Yüzüme Bak da Söyle

Ne feci, artık insanlar ne kadar az bakıyorlar yüz yüze. Gözlerin gözlerle karşılıklı teması ile aktarılan duygular o kadar azaldı ki. Sanki insan değil de robotuz. Gözlerden okunan duygular yerlerini “emoji” adı verilen garabetlere bıraktılar. Bizim şarkılarımız, şiirlerimiz vardı gözlerden bahseden. “Gözler kalbin aynasıdır” şarkısı duygularla ilgili bir yasa niteliğindeydi mesela. İnsanın niyeti gözlerinden belli oluyordu. Özlemek diye bir duygu vardı eskiden. İnsanlar birbirlerini özlüyorlardı. Yüzlerce kilometre uzaklıktan birbirlerini seven insanlar, mektup yazarak duyguları ifade etmeye çalışıyorlardı da kelimelerin kifayetsiz kalışına mağlup oluyorlardı. O zamanlar henüz telefon icat edilmemişti.
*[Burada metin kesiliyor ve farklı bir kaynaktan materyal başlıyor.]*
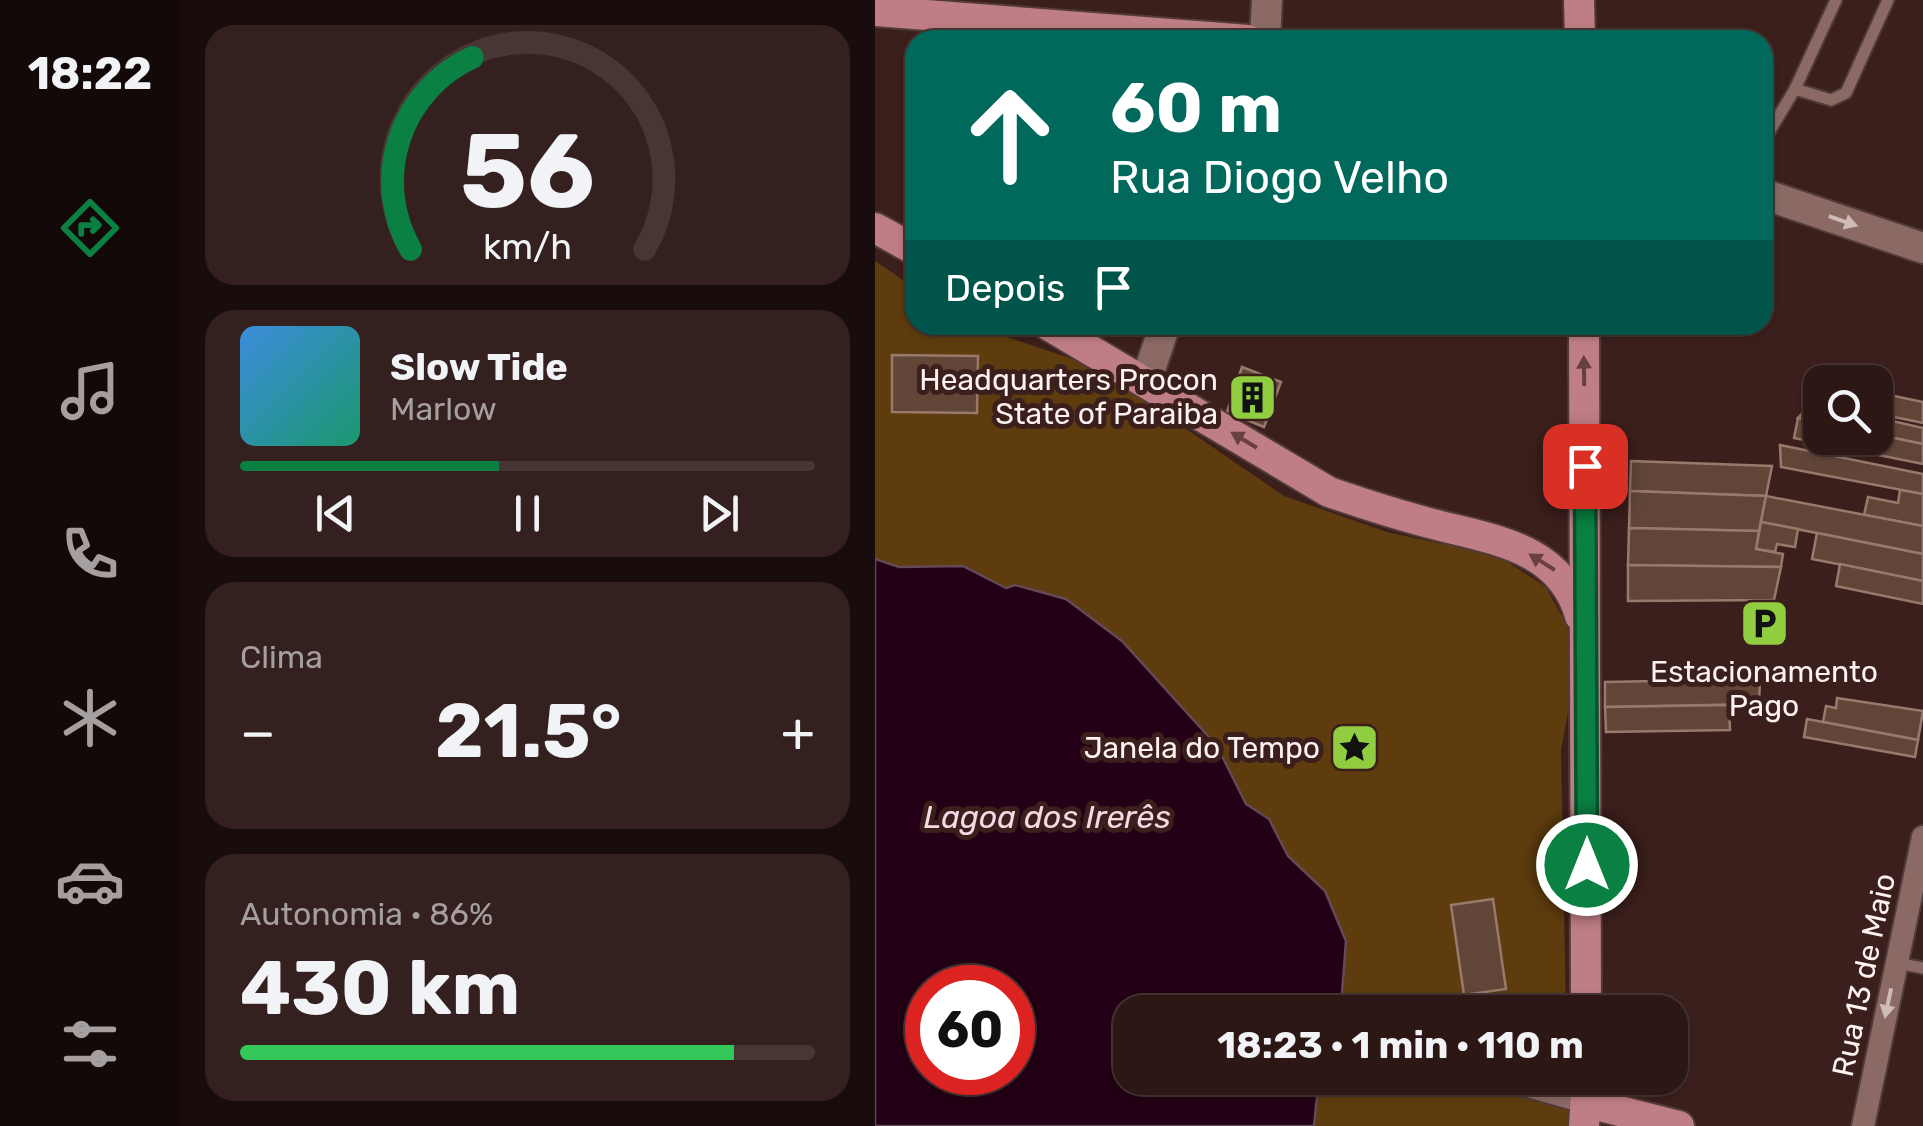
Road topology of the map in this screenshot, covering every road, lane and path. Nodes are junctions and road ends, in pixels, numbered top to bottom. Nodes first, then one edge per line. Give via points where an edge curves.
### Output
1 (1267, 0) edge
2 (1579, 0) edge
3 (1837, 0) edge
4 (1888, 0) edge
5 (875, 11) edge
6 (1119, 30) edge
7 (1266, 30) edge
8 (1580, 30) edge
9 (1795, 89) junction
10 (1773, 125) edge
11 (1773, 197) edge
12 (875, 228) edge
13 (905, 244) edge
14 (1923, 248) edge
15 (1065, 335) edge
16 (1161, 335) edge
17 (1583, 335) edge
18 (1145, 381) junction
19 (1587, 643) junction
20 (1923, 837) edge
21 (1919, 874) edge
22 (1897, 963) junction
23 (1923, 968) edge
24 (1586, 995) edge
25 (1561, 1095) edge
26 (1586, 1102) edge
27 (1679, 1126) edge
28 (1863, 1126) edge

1 - 7 street
2 - 8 main road
3 - 9 lane
4 - 9 lane via 1846,93 1831,100
5 - 6 main road
9 - 10 lane
11 -> 14 street
12 - 13 main road
15 - 18 main road
16 - 18 street
19 -> 17 main road
19 -> 18 main road via 1573,592 1547,563 1498,538 1329,492
19 - 24 main road
20 - 21 street, Rua 13 de Maio
21 - 22 street, Rua 13 de Maio
22 - 23 lane
22 -> 28 street, Rua 13 de Maio
25 - 26 street
26 - 27 main road

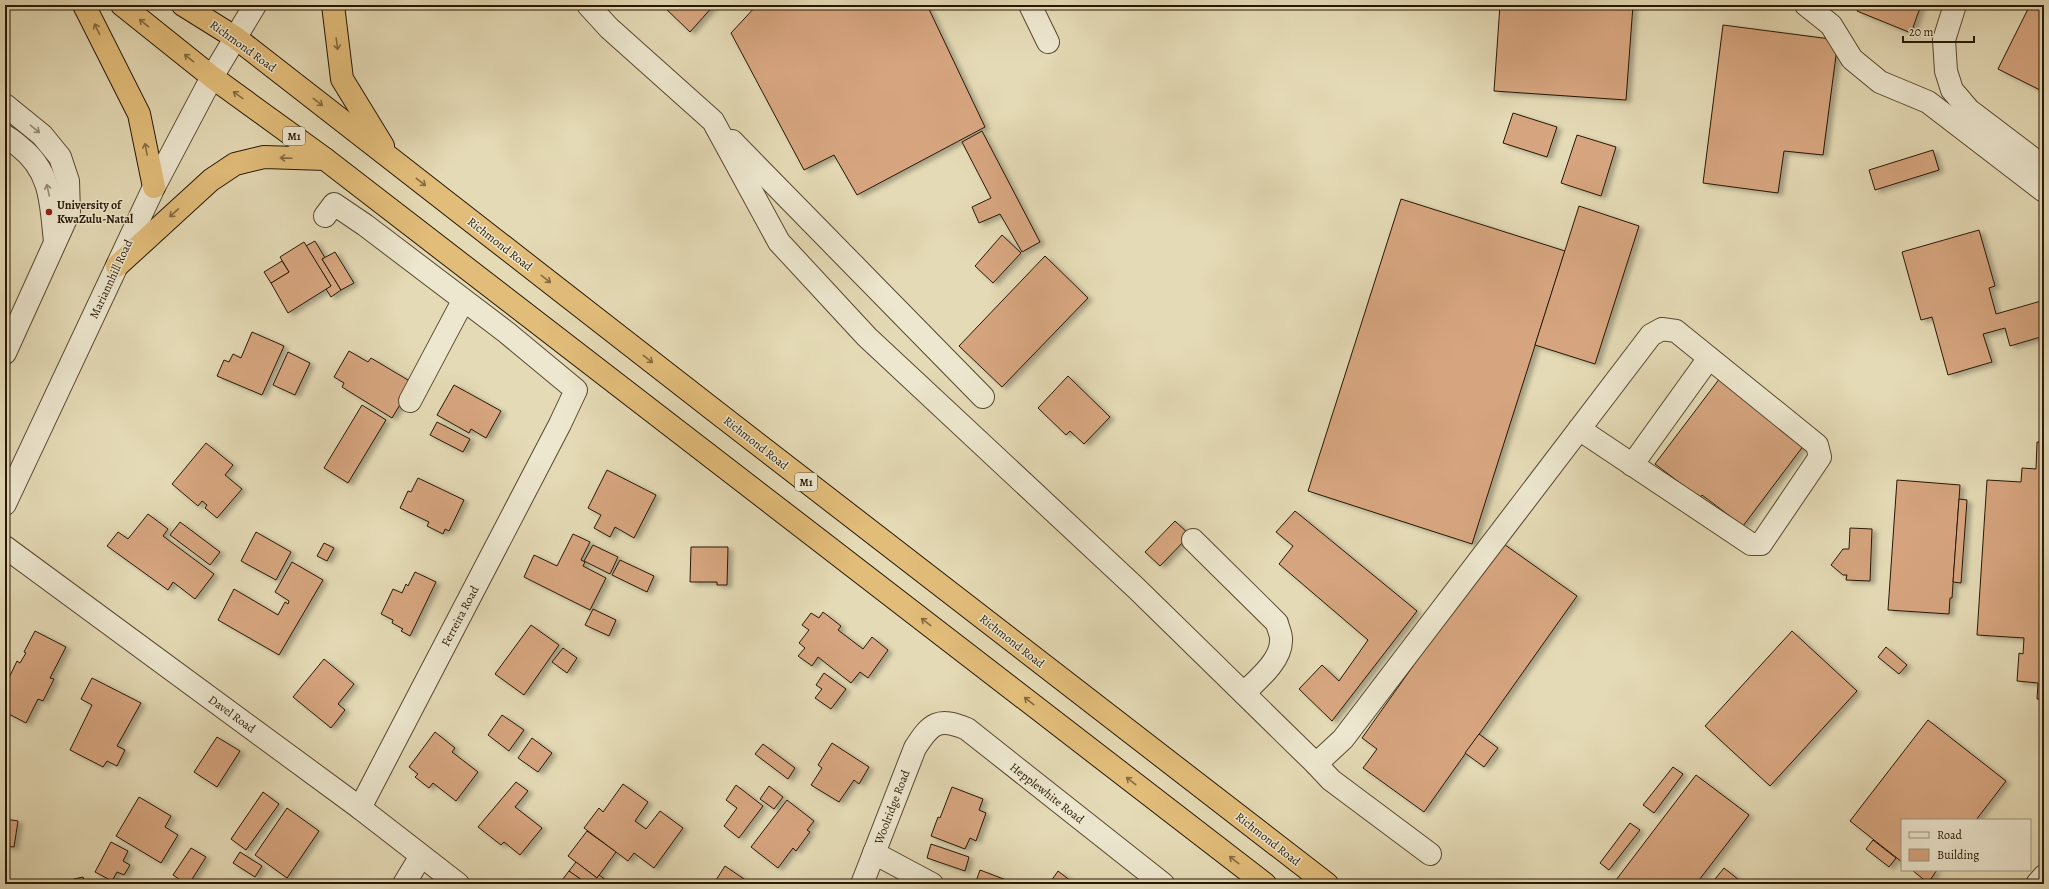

O zamanlar Olric yoktu. Emojilerle duygu transferi hayatlarımızda yer edinmemişti.

Günün iletişiminin temel taşı, esefle söylüyorum ki cep telefonları. Bunların da kullanım şekilleri kısmen mesajlaşma kısmen de konuşma olarak gerçekleşiyor. Göz göze olmanın, yüz yüze olmanın yüzde biri kadar kıymetli olmayan bu iletişim şekli mevcut iletişimlerin hepsinin yerini almış durumda. Ticaretler telefonlar yapılıyor, ziyaretler yerlerini telefonlaşmaya ya da mesajlaşmaya bırakmış durumda, aşklar bile telefonla yaşanıyor artık. İnsanların genelinde (ve tabi kendinizde) duygusal bir zayıflık, yapmacıklık, samimiyetsizlik, her şeyi abartan bir ayarsızlık gözlemliyorsanız bunun nedeni duyguların aktarımının telefonlar vasıtasıyla yüzeysel bir şekilde yapılmasındandır. Ziyaret etmesi gereken büyüklerini tembellik ederek telefonla arayan kişi yüzlerce gereksiz gelime zikrettiği için bol bol da samimiyetsiz söz sarf ediyor. “Seni çok seviyorum anacığım-babacığım” diyor. Bak bak bak. Ne gereği var ki sevgi sözcüklerini bu kadar fütursuzca kullanmanın. Sen gidip ananın dizinin dibinde beş dakika otursan bunları söylemene gerek kalmayacak. Bazı kelimeleri sıkça kullanarak aşındırmamak lazım. Ananı, babanı, eşini, dostunu gerçekten seviyorsan, az zahmet et, git yanlarına. Hem senin sevgi dediğin yeri geldiğinde karşılıklı susabilmeyi de içinde barındıran bir kavramdır. Sevgi karşılıklı susmakla da ifade edilmelidir bazen. Telefonda böyle bir şansın yok ki. Aradığın kişiyle karşılıklı yirmi saniye konuşmasanız “acaba hat mı kesildi” diye bunalıma girersiniz.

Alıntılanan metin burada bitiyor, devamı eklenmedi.